There are legitimate questions about how well long-standing international tax conventions are performing in the face of increasing globalisation and digitisation. Company taxes traditionally are paid where profits are sourced. But disaggregated global supply chains and the growth of ‘intangibles’ in production, particularly intellectual property, have made it much harder to measure profits and determine where they come from.
This is why the G20 has commissioned the OECD to act as the prime multilateral forum for progressing tax integrity reforms through the Base Erosion and Profit Shifting Action Plan (BEPS). The plan focuses on a range of issues including transfer pricing, the digital economy, treaty abuse and the definition of permanent establishment.
Success of the BEPS process is of great importance. A multilateral solution will be vital to avoid countries going it alone with ‘beggar thy neighbour’ responses that could result in double taxation, much higher compliance costs and the undermining of legitimate commercial arrangements. Such outcomes would be to the detriment of global investment, trade, jobs and growth, and especially harmful for Australia as a medium-sized open economy heavily dependent on trade and foreign investment.
On the issue of domestic tax compliance and our corporate tax rates, Australia has some of the toughest tax integrity measures in the world, which together with high levels of compliance and enforcement, contribute to large corporate tax revenues. Company tax receipts are expected to be around $70 billion this year. Within the OECD, Australia’s corporate tax revenues as a share of GDP are second only to Norway. The priority for governments is to maintain the integrity and transparency of the system while supporting Australia’s economic competitiveness.

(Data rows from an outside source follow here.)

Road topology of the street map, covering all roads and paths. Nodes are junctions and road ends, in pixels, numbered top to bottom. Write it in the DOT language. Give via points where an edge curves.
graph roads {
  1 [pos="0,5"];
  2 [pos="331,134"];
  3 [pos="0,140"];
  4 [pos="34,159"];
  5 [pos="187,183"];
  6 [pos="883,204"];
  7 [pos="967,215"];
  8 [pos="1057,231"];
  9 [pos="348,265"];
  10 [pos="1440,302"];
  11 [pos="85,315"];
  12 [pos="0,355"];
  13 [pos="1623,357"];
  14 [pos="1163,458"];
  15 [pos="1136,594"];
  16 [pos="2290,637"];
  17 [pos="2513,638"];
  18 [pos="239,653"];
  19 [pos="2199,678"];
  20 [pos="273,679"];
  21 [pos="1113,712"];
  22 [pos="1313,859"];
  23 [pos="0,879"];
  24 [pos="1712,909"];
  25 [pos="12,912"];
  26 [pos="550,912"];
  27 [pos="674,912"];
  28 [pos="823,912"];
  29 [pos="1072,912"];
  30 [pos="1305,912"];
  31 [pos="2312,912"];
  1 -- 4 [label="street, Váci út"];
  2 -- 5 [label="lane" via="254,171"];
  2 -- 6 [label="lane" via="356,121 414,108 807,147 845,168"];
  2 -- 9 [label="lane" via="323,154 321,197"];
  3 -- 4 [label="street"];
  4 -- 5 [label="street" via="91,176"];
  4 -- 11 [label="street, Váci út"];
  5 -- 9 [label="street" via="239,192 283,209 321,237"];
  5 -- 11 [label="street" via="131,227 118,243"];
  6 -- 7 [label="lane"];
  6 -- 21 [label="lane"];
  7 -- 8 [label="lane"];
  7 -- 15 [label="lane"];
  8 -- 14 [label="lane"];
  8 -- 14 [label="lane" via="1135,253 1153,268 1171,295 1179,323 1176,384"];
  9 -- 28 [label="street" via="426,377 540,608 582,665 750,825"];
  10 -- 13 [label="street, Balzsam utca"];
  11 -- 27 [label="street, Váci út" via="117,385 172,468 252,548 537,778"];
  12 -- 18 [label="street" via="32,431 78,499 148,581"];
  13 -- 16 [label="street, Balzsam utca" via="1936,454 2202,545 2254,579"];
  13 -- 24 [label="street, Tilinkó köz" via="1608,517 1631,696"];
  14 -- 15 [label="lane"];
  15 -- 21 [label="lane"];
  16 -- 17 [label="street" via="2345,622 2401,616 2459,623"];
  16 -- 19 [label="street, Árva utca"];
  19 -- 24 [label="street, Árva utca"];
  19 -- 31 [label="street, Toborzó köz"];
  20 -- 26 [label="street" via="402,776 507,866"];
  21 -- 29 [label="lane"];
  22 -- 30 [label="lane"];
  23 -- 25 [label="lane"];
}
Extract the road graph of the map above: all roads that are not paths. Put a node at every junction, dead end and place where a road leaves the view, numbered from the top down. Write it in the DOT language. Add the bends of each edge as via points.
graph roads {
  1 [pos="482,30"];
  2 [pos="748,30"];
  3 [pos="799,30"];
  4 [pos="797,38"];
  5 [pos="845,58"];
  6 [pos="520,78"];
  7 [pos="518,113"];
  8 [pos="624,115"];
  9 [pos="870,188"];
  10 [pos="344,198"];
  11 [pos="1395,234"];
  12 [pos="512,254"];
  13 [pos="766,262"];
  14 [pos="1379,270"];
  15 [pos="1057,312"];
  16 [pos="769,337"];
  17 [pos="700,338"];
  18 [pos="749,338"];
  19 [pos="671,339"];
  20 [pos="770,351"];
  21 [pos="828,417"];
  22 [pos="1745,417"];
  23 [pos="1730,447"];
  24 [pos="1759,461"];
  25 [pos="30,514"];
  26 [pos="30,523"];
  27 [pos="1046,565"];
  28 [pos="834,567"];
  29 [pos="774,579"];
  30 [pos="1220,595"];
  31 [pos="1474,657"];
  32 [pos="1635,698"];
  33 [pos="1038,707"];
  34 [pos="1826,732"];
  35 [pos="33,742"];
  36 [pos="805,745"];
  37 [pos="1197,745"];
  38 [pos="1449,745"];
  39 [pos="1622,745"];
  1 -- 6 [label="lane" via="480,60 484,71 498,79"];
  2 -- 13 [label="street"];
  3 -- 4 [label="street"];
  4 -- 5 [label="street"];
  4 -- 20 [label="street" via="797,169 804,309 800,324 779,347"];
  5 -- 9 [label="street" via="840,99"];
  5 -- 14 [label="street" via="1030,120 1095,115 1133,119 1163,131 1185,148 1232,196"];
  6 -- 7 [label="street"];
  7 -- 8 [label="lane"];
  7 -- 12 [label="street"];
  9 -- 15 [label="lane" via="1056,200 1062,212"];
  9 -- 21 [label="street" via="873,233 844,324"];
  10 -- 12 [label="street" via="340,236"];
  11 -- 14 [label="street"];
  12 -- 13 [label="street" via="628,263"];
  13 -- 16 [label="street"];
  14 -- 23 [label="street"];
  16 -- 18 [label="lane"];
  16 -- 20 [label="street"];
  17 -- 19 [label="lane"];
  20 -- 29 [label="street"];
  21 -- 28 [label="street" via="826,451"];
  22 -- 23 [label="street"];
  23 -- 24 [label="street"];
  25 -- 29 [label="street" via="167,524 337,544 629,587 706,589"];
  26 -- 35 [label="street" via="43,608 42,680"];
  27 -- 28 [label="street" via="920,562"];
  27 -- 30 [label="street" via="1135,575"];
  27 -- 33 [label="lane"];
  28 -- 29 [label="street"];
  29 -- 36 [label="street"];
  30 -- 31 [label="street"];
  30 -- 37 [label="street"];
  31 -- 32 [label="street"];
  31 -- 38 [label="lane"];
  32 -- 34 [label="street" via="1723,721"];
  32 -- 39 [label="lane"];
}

Successive governments, with bipartisan support, have sought to maintain this integrity by continually adjusting transfer pricing rules, the foreign source income anti-tax-deferral regime, general anti-avoidance rules and thin capitalisation rules. Recent changes to the transfer pricing and thin capitalisation laws make these regimes arguably the most robust in the world.
The government’s upcoming tax white paper process provides an opportunity to ensure our tax system retains its integrity while supporting investment, growth and jobs.
The mobility of capital, and competition for it, has increased. Countries have responded with more competitive tax regimes to attract investment. The United Kingdom, Japan and Spain will all lower their corporate tax rates this year to boost investment and growth. There is now hard-won bipartisan support for lowering Australia’s company tax rate, which is among the highest in the OECD.
The Business Council is acutely aware that the community must have confidence in the integrity of the corporate tax system if it is to support broader tax reform.
This is why a careful and well-informed debate is now a national imperative.
Jennifer Westacott is chief executive of the Business Council of Australia.